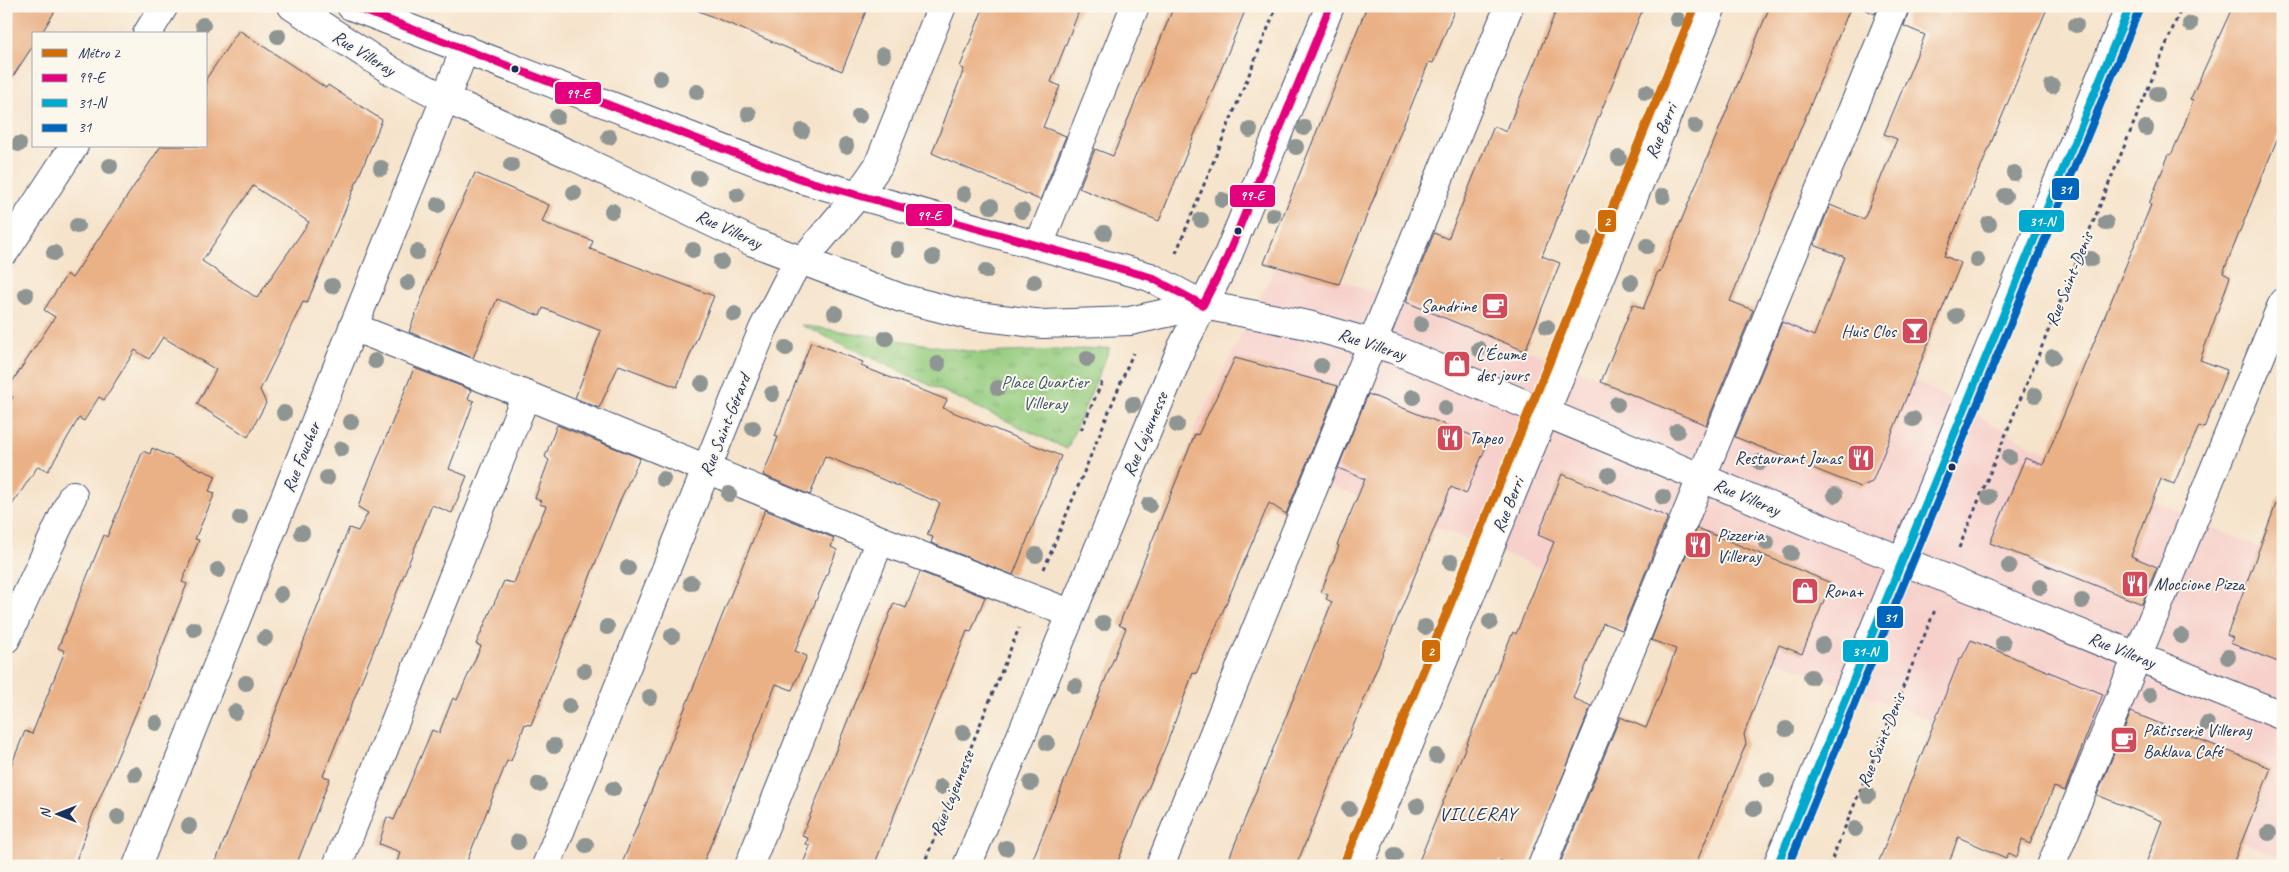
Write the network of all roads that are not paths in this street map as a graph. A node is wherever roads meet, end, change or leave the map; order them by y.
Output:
1 (164, 6) edge
2 (292, 6) edge
3 (351, 6) edge
4 (942, 6) edge
5 (1136, 6) edge
6 (1330, 6) edge
7 (1509, 6) edge
8 (1712, 6) edge
9 (1895, 6) edge
10 (2130, 6) edge
11 (147, 32) edge
12 (465, 49) junction
13 (446, 99) junction
14 (73, 148) edge
15 (857, 196) junction
16 (1039, 245) junction
17 (6, 250) edge
18 (803, 260) junction
19 (2283, 302) edge
20 (1203, 305) junction
21 (353, 327) junction
22 (1372, 342) junction
23 (526, 395) junction
24 (1546, 412) junction
25 (707, 470) junction
26 (1701, 478) junction
27 (73, 496) dead end
28 (880, 540) junction
29 (1902, 560) junction
30 (1070, 613) junction
31 (6, 639) edge
32 (2137, 656) junction
33 (2283, 716) edge
34 (137, 866) edge
35 (337, 866) edge
36 (546, 866) edge
37 (749, 866) edge
38 (967, 866) edge
39 (1160, 866) edge
40 (1359, 866) edge
41 (1542, 866) edge
42 (1777, 866) edge
43 (2051, 866) edge

1 - 11 street
2 - 13 street, Rue Villeray
3 - 12 street, Rue Villeray
4 - 15 street, Rue Saint-Gérard
5 - 16 street
6 - 20 street, Rue Lajeunesse
7 - 22 street
8 - 24 street, Rue Berri
9 - 26 street
10 - 29 street
12 - 13 street, Rue Foucher
12 - 15 street, Rue Villeray
13 - 18 street, Rue Villeray
13 - 21 street, Rue Foucher
14 - 17 street
15 - 16 street, Rue Villeray
15 - 18 street, Rue Saint-Gérard
16 - 20 street, Rue Villeray
18 - 20 street, Rue Villeray
18 - 25 street, Rue Saint-Gérard
19 - 32 street
20 - 22 street, Rue Villeray
20 - 30 street, Rue Lajeunesse
21 - 23 street
21 - 34 street, Rue Foucher
22 - 24 street, Rue Villeray
22 - 39 street
23 - 25 street
23 - 35 street
24 - 26 street, Rue Villeray
24 - 40 street, Rue Berri
25 - 28 street
25 - 36 street, Rue Saint-Gérard
26 - 29 street, Rue Villeray
26 - 41 street
27 - 31 street
28 - 30 street
28 - 37 street
29 - 32 street, Rue Villeray
29 - 42 street
30 - 38 street, Rue Lajeunesse
32 - 33 street, Rue Villeray
32 - 43 street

== == ==

# [What to work on]
Wherever the word "Berri" appears in the data, return the whole line.

# [Expected output]
8 - 24 street, Rue Berri
24 - 40 street, Rue Berri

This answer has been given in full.